26 July 2018

Deepfakes Are Coming. And They’re Dangerous.


Technology is making it easier and easier to create the impression that someone said or did something that, in reality, they did not. For malicious actors armed with that impersonation software, the possibilities for havoc are endless: political sabotage, humiliating fake sex videos, or unparalleled interference in another country’s politics. Lawmakers are increasingly interested in stopping that from happening. “This is an effort to try to get ahead of something,” said Florida senator Marco Rubio in remarks at the Heritage Foundation. “The capability to do all of this is real. It exists now. The willingness exists now. All that is missing is the execution. And we are not ready for it, not as a people, not as a political branch, not as a media, not as a country.” Generating fake faces once took “armies of visual effects artists,” said Chris Bregler, a senior staff scientist and engineering manager at Google AI. But recent strides in machine learning technology have made it significantly easier to make create fake videos. There’s even an app for it.

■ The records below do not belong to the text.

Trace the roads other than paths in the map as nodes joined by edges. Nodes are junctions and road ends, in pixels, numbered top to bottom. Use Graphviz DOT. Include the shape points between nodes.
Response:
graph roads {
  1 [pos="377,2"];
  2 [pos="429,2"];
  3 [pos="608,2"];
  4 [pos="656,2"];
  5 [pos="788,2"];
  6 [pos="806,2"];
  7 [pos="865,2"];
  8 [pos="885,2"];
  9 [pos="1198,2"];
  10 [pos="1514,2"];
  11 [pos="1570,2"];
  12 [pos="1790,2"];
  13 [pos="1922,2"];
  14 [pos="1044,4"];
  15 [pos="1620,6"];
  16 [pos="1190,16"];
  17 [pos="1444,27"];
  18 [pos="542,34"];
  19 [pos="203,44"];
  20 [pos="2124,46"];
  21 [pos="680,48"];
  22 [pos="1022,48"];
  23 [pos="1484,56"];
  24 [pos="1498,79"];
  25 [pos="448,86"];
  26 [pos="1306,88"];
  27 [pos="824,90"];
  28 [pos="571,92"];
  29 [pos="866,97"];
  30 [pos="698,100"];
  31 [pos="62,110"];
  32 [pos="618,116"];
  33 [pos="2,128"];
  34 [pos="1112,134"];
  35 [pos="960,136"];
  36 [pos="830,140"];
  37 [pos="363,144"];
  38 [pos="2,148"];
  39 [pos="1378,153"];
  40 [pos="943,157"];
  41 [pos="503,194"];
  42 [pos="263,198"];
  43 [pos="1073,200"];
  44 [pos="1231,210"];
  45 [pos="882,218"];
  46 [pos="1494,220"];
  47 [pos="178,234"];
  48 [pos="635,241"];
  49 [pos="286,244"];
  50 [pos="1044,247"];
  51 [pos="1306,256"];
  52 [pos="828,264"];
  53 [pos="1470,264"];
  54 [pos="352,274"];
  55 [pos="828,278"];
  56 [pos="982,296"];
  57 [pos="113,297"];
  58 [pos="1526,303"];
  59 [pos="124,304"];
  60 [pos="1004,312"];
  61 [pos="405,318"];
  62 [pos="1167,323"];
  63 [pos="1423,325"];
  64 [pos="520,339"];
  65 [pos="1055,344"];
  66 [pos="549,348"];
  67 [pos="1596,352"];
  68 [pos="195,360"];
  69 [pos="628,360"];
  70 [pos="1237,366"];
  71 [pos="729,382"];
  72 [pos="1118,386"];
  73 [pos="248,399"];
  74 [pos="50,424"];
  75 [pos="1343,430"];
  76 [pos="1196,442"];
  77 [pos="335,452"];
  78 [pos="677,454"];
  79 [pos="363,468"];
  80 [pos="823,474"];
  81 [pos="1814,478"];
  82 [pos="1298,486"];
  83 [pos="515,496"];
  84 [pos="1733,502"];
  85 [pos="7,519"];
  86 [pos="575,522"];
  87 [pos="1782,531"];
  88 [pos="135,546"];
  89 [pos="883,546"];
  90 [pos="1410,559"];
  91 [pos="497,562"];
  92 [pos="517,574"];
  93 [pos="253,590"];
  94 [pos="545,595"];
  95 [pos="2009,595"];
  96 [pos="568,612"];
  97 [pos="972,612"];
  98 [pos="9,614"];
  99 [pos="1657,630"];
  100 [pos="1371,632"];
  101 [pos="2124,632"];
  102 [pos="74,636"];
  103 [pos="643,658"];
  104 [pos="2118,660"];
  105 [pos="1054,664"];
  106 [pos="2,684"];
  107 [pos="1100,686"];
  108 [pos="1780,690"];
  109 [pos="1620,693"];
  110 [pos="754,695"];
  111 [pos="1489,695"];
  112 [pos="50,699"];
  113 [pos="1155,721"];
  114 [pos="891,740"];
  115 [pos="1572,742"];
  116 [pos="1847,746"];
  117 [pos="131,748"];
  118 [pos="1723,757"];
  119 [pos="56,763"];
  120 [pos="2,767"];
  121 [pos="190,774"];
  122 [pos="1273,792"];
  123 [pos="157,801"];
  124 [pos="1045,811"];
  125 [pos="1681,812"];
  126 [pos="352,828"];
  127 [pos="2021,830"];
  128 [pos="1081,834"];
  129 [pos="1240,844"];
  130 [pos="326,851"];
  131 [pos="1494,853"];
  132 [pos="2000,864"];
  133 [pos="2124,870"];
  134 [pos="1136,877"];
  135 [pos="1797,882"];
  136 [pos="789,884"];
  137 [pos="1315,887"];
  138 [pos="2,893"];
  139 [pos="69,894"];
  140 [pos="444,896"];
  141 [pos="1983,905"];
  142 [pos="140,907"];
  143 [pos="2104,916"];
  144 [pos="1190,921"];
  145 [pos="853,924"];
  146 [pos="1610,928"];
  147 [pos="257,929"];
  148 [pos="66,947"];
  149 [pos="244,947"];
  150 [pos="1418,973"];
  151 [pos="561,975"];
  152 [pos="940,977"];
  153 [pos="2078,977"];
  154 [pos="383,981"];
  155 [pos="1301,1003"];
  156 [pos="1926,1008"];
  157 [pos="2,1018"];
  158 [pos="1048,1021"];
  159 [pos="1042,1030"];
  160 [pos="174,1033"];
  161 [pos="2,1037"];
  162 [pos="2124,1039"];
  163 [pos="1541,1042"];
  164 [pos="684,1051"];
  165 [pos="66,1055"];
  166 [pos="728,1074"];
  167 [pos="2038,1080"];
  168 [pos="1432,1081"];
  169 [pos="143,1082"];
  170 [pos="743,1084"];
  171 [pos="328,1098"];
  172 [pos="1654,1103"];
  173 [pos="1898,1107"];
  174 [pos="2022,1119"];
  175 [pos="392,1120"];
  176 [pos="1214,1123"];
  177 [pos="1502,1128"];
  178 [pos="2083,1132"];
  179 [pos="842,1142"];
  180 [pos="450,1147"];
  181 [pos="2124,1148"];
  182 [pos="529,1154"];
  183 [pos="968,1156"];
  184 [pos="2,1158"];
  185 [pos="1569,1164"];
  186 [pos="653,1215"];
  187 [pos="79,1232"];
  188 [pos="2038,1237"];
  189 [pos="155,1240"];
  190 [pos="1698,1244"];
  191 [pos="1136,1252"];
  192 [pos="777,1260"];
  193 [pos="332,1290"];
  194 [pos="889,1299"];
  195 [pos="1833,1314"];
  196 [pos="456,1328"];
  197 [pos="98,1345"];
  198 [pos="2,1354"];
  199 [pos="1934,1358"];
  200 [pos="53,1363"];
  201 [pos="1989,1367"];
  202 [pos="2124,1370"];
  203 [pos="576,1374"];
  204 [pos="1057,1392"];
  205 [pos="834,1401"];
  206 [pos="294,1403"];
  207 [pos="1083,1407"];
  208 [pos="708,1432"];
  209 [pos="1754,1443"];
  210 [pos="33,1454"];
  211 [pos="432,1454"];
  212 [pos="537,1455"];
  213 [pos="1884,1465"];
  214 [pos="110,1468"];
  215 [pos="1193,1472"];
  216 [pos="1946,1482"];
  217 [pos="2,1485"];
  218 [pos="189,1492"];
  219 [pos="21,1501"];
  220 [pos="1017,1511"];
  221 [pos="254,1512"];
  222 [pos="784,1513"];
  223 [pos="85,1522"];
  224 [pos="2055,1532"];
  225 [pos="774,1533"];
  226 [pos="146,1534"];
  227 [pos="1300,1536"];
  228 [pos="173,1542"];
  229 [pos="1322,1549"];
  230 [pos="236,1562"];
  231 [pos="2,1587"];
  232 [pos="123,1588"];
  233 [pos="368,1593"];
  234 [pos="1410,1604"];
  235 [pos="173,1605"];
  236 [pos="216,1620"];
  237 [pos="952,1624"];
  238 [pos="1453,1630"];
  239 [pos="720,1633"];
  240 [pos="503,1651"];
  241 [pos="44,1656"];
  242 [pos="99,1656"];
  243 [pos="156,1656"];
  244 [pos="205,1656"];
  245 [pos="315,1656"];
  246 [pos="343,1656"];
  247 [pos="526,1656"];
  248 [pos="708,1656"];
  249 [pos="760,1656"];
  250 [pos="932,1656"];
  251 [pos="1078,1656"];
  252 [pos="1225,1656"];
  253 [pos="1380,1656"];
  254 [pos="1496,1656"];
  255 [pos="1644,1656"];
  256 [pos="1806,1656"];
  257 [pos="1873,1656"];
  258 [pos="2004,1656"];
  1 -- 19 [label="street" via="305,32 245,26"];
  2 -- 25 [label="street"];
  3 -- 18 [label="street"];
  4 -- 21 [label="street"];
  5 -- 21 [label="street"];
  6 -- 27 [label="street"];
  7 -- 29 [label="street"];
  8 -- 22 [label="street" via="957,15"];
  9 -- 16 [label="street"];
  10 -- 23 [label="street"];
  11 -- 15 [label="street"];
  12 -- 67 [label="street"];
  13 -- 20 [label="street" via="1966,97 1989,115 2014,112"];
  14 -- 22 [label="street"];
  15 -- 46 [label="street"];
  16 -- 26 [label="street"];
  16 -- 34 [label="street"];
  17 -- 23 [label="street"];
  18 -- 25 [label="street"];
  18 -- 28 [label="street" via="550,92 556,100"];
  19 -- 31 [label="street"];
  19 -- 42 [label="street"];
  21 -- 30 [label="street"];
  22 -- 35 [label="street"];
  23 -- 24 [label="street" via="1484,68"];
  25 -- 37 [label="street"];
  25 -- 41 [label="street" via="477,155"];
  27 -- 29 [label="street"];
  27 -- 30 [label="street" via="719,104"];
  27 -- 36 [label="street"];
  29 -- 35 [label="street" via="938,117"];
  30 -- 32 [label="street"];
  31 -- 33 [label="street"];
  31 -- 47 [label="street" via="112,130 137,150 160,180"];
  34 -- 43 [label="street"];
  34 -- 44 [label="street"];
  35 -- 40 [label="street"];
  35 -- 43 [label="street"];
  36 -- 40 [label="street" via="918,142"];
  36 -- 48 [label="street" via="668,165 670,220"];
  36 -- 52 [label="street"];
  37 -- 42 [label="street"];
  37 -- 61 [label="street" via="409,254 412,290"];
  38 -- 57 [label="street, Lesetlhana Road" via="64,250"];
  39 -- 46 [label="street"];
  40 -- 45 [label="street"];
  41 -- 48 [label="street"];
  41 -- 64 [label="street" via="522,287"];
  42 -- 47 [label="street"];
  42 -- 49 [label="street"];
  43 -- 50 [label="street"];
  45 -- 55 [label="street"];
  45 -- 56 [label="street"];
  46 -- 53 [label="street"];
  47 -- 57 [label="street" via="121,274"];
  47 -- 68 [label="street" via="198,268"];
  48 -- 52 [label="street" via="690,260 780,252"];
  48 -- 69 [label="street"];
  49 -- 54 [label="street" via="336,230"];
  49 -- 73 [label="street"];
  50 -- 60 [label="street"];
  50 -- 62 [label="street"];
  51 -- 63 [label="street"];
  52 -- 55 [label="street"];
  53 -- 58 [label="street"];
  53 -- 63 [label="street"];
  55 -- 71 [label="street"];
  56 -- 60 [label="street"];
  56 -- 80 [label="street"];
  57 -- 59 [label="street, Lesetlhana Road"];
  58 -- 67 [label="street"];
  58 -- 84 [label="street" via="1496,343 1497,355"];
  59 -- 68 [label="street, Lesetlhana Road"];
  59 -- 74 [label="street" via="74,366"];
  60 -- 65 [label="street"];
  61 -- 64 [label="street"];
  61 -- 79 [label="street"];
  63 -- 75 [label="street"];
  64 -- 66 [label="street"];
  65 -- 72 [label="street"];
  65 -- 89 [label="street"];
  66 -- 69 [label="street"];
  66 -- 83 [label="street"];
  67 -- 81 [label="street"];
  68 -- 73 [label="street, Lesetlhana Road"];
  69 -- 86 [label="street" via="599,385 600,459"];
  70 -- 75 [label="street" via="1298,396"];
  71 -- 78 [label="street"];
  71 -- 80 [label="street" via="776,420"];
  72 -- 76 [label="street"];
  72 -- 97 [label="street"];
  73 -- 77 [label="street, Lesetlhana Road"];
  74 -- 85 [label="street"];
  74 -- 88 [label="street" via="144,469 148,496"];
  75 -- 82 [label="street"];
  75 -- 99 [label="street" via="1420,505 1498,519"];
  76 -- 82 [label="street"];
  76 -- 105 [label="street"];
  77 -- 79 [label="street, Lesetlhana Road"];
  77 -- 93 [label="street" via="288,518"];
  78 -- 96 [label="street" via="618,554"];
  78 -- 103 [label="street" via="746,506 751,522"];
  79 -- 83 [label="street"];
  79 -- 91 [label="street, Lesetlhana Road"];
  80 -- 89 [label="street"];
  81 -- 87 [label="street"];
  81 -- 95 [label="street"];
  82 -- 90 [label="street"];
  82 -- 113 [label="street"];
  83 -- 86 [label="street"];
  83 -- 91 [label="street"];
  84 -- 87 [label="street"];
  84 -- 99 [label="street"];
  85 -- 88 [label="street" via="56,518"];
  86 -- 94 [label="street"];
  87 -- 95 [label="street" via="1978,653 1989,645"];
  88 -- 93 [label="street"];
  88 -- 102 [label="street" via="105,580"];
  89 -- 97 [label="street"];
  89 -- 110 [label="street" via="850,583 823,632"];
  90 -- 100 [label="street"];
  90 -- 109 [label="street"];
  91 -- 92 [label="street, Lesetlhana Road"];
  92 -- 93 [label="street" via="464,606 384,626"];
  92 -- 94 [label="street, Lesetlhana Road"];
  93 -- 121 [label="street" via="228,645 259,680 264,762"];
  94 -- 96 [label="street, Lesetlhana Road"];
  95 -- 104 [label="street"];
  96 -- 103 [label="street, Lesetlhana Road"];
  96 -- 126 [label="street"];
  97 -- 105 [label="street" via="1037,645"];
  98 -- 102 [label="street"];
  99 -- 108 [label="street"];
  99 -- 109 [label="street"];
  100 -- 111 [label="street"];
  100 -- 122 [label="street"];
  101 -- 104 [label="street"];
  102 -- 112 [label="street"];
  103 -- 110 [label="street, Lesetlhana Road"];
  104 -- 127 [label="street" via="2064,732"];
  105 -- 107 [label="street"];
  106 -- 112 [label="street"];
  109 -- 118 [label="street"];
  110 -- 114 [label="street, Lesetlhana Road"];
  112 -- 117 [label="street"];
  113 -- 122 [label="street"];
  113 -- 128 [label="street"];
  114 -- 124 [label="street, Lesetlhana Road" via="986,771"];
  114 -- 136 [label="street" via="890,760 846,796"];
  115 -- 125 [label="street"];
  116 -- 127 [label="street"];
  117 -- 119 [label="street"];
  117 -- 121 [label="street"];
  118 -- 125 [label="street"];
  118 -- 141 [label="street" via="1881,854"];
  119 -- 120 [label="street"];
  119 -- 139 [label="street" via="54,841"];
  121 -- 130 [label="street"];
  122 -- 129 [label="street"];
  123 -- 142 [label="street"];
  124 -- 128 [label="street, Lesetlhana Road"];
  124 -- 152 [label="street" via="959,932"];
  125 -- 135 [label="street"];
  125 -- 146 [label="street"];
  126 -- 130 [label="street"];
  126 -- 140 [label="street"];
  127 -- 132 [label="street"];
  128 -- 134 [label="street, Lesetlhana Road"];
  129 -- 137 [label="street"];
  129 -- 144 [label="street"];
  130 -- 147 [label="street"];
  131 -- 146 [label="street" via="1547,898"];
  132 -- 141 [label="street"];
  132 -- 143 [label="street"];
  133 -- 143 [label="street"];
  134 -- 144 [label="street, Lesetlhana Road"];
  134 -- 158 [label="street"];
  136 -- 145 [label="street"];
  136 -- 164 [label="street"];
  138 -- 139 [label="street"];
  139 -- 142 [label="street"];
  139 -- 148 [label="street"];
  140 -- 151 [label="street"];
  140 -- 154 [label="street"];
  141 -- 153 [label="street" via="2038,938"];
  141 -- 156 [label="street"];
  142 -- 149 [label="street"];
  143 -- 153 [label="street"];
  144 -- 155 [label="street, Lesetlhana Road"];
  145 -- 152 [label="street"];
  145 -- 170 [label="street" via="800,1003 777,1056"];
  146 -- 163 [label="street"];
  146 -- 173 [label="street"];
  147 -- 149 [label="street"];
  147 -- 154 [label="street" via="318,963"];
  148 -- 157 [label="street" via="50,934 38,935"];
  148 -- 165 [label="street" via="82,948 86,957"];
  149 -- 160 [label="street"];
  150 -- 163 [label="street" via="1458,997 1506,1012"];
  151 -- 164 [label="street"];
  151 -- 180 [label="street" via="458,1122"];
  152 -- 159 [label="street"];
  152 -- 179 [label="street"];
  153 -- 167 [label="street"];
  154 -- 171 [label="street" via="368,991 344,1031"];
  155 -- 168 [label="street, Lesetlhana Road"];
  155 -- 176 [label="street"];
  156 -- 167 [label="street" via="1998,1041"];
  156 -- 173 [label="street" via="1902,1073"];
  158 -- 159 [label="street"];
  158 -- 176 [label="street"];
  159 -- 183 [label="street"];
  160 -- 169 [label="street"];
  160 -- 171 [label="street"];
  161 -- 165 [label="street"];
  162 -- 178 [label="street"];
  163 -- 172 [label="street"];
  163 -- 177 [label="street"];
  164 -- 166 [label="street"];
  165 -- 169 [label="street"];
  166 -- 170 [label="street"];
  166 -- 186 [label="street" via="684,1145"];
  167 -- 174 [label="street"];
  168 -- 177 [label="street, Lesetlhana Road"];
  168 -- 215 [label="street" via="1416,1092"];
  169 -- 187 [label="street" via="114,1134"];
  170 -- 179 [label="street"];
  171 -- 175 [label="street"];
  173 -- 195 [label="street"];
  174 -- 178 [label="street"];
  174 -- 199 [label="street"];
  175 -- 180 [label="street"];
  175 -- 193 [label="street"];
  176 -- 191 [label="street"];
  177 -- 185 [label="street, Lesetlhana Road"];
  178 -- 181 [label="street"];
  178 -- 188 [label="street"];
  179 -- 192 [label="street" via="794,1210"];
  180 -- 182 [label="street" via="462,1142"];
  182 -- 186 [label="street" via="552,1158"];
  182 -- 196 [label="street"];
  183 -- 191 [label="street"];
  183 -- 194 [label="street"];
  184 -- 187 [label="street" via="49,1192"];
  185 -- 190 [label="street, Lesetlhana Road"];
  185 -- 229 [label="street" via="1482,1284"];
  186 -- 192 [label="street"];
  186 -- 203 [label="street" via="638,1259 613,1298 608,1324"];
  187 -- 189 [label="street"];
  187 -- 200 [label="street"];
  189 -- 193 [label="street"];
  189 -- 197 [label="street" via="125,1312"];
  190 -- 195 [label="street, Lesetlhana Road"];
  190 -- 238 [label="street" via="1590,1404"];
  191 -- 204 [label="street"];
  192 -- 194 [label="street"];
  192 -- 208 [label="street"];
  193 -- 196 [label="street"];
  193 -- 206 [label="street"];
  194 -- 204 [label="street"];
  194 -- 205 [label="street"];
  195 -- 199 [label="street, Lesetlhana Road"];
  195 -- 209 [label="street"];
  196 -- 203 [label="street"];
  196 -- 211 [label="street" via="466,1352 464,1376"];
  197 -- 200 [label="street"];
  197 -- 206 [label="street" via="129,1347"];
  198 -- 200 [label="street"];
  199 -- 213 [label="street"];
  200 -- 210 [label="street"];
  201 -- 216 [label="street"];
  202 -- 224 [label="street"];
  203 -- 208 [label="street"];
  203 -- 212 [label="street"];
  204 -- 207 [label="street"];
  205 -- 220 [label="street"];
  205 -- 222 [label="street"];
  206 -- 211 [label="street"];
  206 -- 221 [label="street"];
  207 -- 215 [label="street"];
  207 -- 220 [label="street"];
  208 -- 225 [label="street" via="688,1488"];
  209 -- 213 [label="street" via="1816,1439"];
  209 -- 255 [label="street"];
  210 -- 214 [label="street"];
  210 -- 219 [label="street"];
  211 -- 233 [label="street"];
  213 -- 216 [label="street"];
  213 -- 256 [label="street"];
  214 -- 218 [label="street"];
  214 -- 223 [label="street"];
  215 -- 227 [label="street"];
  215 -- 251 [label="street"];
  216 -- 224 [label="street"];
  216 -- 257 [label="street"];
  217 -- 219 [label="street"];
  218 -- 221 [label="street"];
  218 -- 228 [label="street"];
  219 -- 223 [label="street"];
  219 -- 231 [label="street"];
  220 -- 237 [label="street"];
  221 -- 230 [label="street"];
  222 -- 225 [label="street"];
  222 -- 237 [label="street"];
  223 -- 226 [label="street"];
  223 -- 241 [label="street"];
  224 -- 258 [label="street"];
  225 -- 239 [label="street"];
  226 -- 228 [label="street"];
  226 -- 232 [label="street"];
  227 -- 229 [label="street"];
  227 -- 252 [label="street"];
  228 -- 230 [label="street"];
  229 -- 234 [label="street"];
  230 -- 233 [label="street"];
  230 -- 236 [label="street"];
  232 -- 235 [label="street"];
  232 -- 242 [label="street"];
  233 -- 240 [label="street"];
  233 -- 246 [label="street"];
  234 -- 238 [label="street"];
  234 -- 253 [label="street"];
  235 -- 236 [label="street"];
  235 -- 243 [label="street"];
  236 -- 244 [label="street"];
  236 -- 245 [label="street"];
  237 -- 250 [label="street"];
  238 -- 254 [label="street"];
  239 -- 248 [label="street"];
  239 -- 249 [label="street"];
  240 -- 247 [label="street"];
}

“You don’t have to have software engineers anymore. You just download it on your PC and run it,” Bregler said at the Heritage event. “That changed the game.”

Rubio said that that growing accessibility, along with the ability to rapidly disseminate of information, makes these fake videos all the more dangerous.

“In the old days, if you wanted to threaten the United States, you needed 10 aircraft carriers and nuclear weapons and long-range missiles,” said Rubio. “Today you just need access to our internet system, to our banking system, to our electrical grid and infrastructure. And increasingly, all you need is the ability to produce a very realistic fake video that could undermine our election, that could throw our country into tremendous crisis internally and weaken us deeply.”

What exacerbates the potential threat of deepfakes is the difficulty of disproving them—especially when a video looks very real.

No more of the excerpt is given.